[[ Excerpted data open ]]
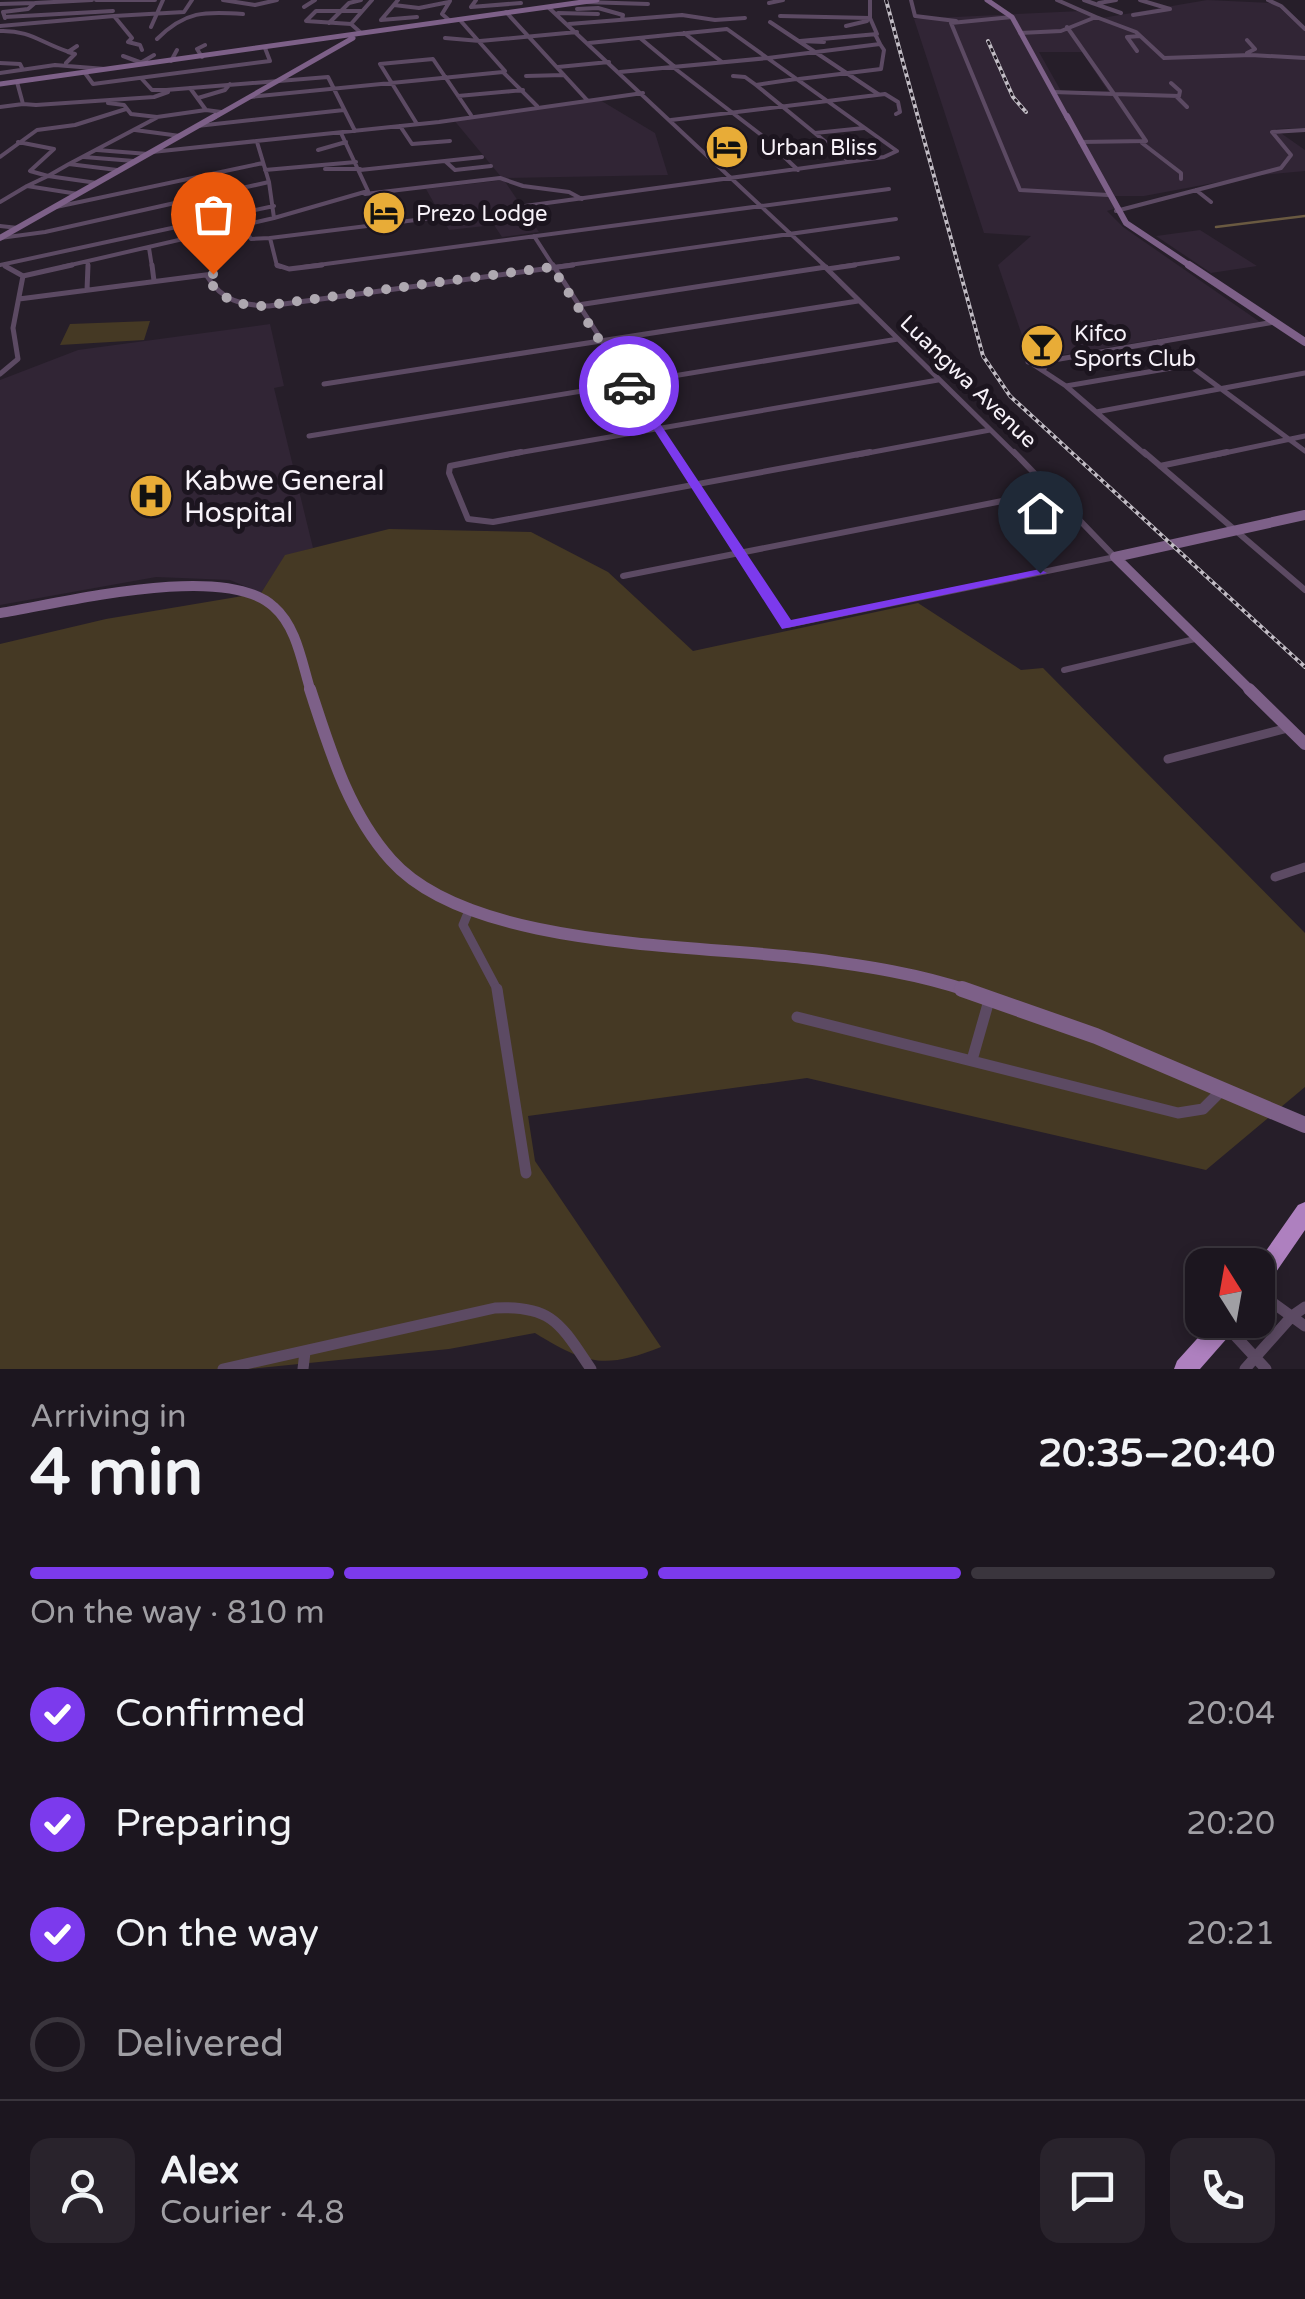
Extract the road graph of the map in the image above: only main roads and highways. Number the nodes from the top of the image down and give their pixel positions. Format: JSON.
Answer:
{"nodes":[{"id":1,"x":1305,"y":1212,"type":"edge"},
{"id":2,"x":1275,"y":1256,"type":"edge"},
{"id":3,"x":1212,"y":1338,"type":"edge"},
{"id":4,"x":1185,"y":1369,"type":"edge"}],
"edges":[{"from":1,"to":2,"type":"highway"},
{"from":3,"to":4,"type":"highway"}]}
[[ Excerpted data closed ]]
**Work order:** Print the listing again exactly, please. Keep the pictures out of it.

**Task answer:**
Extract the road graph of the map in the image above: only main roads and highways. Number the nodes from the top of the image down and give their pixel positions. Format: JSON.
Answer:
{"nodes":[{"id":1,"x":1305,"y":1212,"type":"edge"},
{"id":2,"x":1275,"y":1256,"type":"edge"},
{"id":3,"x":1212,"y":1338,"type":"edge"},
{"id":4,"x":1185,"y":1369,"type":"edge"}],
"edges":[{"from":1,"to":2,"type":"highway"},
{"from":3,"to":4,"type":"highway"}]}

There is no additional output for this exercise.